Message ID | ca64de092db5a2ac80d22eaa9d662520@codeaurora.org |
---|---|
State | Superseded |
Headers | show |
Series | Refcount mismatch when unregistering netdevice from kernel | expand |
On 12/8/20 4:55 AM, stranche@codeaurora.org wrote: > Hi everyone, > > We've recently been investigating a refcount problem when unregistering a netdevice from the kernel. It seems that the IPv6 module is still holding various references to the inet6_dev associated with the main netdevice struct that are not being released, preventing the unregistration from completing. > > After tracing the various locations that take/release refcounts to these two structs, we see that there are mismatches in the refcount for the inet6_dev in the DST path when there are routes flushed with the rt6_uncached_list_flush_dev() function during rt6_disable_ip() when the device is unregistering.

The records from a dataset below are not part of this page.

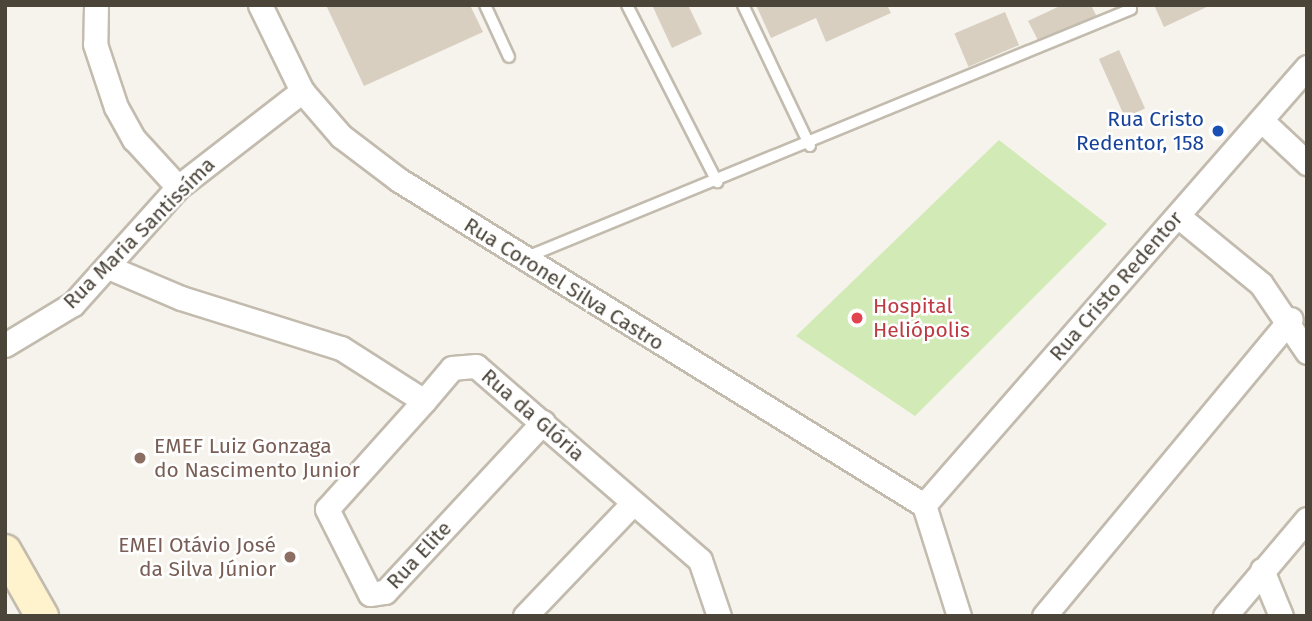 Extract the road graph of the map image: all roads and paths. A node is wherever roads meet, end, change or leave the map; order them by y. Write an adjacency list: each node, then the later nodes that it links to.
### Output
1 (96, 5): 14 (street)
2 (260, 5): 9 (street, Rua Coronel Silva Castro)
3 (485, 5): 7 (lane)
4 (627, 5): 13 (lane)
5 (743, 5): 11 (lane)
6 (1131, 9): 11 (lane)
7 (509, 57)
8 (1307, 67): 10 (street, Rua Cristo Redentor)
9 (302, 91): 14 (street, Rua Maria Santissíma); 16 (street, Rua Coronel Silva Castro)
10 (1261, 120): 12 (street); 15 (street, Rua Cristo Redentor)
11 (810, 146): 13 (lane)
12 (1307, 163)
13 (717, 182): 16 (lane)
14 (178, 187): 17 (street, Rua Maria Santissíma)
15 (1178, 216): 18 (street); 24 (lane)
16 (521, 259): 24 (street, Rua Coronel Silva Castro)
17 (108, 267): 19 (street, Rua Maria Santissíma); 21 (street)
18 (1291, 319): 20 (lane); 32 (street)
19 (5, 345)
20 (1307, 352)
21 (424, 401): 22 (street, Rua da Glória); 22 (street, Rua Elite)
22 (543, 422): 23 (street, Rua da Glória)
23 (634, 503): 28 (street, Rua da Glória); 30 (street)
24 (924, 505): 31 (street)
25 (1307, 519): 27 (street)
26 (5, 551): 29 (main road)
27 (1262, 570): 33 (street); 34 (street)
28 (716, 614)
29 (42, 616)
30 (524, 616)
31 (959, 616)
32 (1044, 616)
33 (1226, 616)
34 (1280, 616)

It seems that usually these references are freed via ip6_dst_ifdown() in the dst_ops->ifdown callback from dst_dev_put(), but this callback is not executed in the rt6_uncached_list_flush_dev() function. Instead, a reference to the inet6_dev is simply dropped to account for the inet6_dev_get() in ip6_rt_copy_init(). > > Unfortunately, this does not seem to be sufficient, as these uncached routes have an additional refcount on the inet6_device attached to them from the DST allocation. In the normal case, this reference from the DST allocation will happen in the dst_ops->destroy() callback in the dst_destroy() function when the DST is being freed. However, since rt6_uncached_list_flush_dev() changes the inet6_device stored in the DST to the loopback device, the dst_ops->destroy() callback doesn't decrement the refcount on the correct inet6_dev struct. > > We're wondering if it would be appropriate to put() the refcount additionally for the uncached routes when flushing out the list for the unregistering device. Perhaps something like the following? > dev refcount imbalances are quite common, particularly on old kernel versions, lacking few fixes. First thing is to let us know on which kernel version you see this, and how you reproduce it.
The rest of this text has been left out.